In his oral evidence, Dr Yates explained that the “final diagnosis” in his notes was on the basis of the discharge summary from the hospital.[63] He did in fact issue a workers’ compensation certificate, certifying the plaintiff as unable to work from 10 November to 24 November 2007.[64] On this certificate the “diagnosis” was “neuralgic headache secondary to STI[65] cervical spine”. He was cross-examined about why he excluded “migraine” from the diagnosis; instead including this as a “pre-existing factor relevant to the diagnosis”. His evidence was, in essence, that on his understanding of the hospital’s discharge summary, the headache was “atypical”, meaning that it was not entirely typical of any single diagnosis, having some migrainous features, some tension headache features, and some suggestion of neuralgia (inflammation or irritation of a nerve), the latter suggesting connection with the cervical spine.[66]
[63] T 2-26.20.
[64] Exhibit 1, p 95.
[65] Soft tissue injury.
[66] T 2-34.1-.34.
When the plaintiff saw Dr Yates again on 23 November 2007, he recorded that she was “a little better, still pain base of neck, some dizziness, possibly low pressure effect secondary to LP [lumbar puncture]. Doesn’t want to go back to school as only 2/52 to go & afraid of aggravating it”.[67] He issued a workers’ compensation certificate, certifying that she was unable to work from then until 7 December, describing the diagnosis as “STI cervical spine with reactive headache”.[68]
[67] Exhibit 1, p 8.
[68] Exhibit 1, p 96.
The plaintiff saw Dr Yates again on 7 December 2007, when he recorded that she is “[n]ot too bad but some ongoing neck pains & associated headaches, radicular pain R arms have resolved”.
The plaintiff was seen by Dr Banney, Neurologist, during her admission to the RBWH. She also saw him for a follow up on 20 December 2007, following which Dr Banney wrote the following letter to Dr Yates:[69]
“I am writing to let you know that I saw this lady in the Neurology Outpatients on 20 December 2007. She is still complaining of pain felt in the back of the neck but mainly over the right trapezius region. This pain may be absent if she rests in certain positions but is brought on by movement, particularly of the neck, mainly neck extension. She also complains of dizziness at times and some nausea particularly when she is sitting with her head vertical.
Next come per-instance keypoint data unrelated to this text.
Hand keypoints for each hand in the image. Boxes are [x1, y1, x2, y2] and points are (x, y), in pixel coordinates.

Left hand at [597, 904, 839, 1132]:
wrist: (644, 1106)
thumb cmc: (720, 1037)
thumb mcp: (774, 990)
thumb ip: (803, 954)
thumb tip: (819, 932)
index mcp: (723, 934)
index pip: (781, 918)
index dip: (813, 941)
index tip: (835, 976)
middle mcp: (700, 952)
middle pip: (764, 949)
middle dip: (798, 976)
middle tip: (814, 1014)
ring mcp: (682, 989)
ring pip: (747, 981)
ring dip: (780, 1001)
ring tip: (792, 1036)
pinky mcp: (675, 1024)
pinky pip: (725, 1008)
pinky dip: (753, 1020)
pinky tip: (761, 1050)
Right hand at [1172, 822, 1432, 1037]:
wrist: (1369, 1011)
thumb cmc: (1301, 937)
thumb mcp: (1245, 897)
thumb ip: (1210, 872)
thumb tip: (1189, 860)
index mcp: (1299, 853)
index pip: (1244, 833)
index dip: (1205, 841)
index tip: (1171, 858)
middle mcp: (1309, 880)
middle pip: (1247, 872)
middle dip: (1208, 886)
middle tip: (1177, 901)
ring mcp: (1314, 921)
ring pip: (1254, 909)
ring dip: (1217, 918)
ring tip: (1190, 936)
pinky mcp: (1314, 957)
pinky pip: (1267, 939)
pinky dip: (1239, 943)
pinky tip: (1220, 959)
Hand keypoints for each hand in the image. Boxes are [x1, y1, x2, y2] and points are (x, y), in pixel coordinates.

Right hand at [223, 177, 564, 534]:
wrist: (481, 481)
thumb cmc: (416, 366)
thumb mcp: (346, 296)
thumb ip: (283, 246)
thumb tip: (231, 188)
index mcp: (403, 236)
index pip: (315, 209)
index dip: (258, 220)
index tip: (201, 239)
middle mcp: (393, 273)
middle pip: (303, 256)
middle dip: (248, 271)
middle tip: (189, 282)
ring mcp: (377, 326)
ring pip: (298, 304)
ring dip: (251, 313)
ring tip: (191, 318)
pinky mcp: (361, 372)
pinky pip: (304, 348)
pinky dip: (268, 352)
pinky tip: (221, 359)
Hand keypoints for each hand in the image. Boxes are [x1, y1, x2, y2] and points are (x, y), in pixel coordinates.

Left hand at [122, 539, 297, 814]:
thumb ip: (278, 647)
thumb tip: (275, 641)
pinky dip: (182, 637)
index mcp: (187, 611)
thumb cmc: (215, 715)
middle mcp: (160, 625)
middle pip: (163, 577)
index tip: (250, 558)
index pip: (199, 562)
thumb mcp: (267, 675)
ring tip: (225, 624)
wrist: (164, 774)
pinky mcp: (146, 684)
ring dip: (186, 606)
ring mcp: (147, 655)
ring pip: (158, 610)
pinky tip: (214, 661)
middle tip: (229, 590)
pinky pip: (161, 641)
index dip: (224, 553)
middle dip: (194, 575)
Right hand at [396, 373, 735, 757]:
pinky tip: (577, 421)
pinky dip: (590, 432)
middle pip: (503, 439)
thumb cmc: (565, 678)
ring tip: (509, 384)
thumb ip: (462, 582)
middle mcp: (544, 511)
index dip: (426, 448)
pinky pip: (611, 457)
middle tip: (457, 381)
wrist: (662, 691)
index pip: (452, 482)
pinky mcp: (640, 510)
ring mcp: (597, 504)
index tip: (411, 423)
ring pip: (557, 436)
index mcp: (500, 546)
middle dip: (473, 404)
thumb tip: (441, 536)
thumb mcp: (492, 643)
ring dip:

She does not now seem to suffer from specific headache.
On examination, there was some tenderness over the upper part of the right trapezius, just lateral to the spine. Pain also occurred in this area on movement. The fundi seemed normal. She had no evidence of BPV.
Opinion: This lady is considerably better than she was when I originally saw her. I think her ongoing symptoms relate mainly to musculo-ligamentous injury in the neck and trapezius region. There is also a small possibility that she could have a post-lumbar puncture headache associated with nausea.
I have asked her to try to rest completely over the Christmas period and to use standard analgesics combined with heat and massage. I am hopeful that her symptoms will settle with appropriate rest. I have not suggested any physiotherapy at the moment.”[70]
[69]Exhibit 1, p 198 (the letter is dated 25 January 2008, but states that it was dictated on 20 December 2007).
[70] Emphasis added.
Dr Banney did not give evidence at the hearing. Sadly, he has passed away. The plaintiff sought to place an interpretation on this letter which supported the plaintiff’s case of a connection between her headaches, and the injury she suffered in the accident. I do not consider that can be taken from this letter. The “ongoing symptoms” which the doctor is referring to in the third paragraph must be the symptoms the plaintiff is said to be “still complaining of” in the first paragraph (which is not headaches).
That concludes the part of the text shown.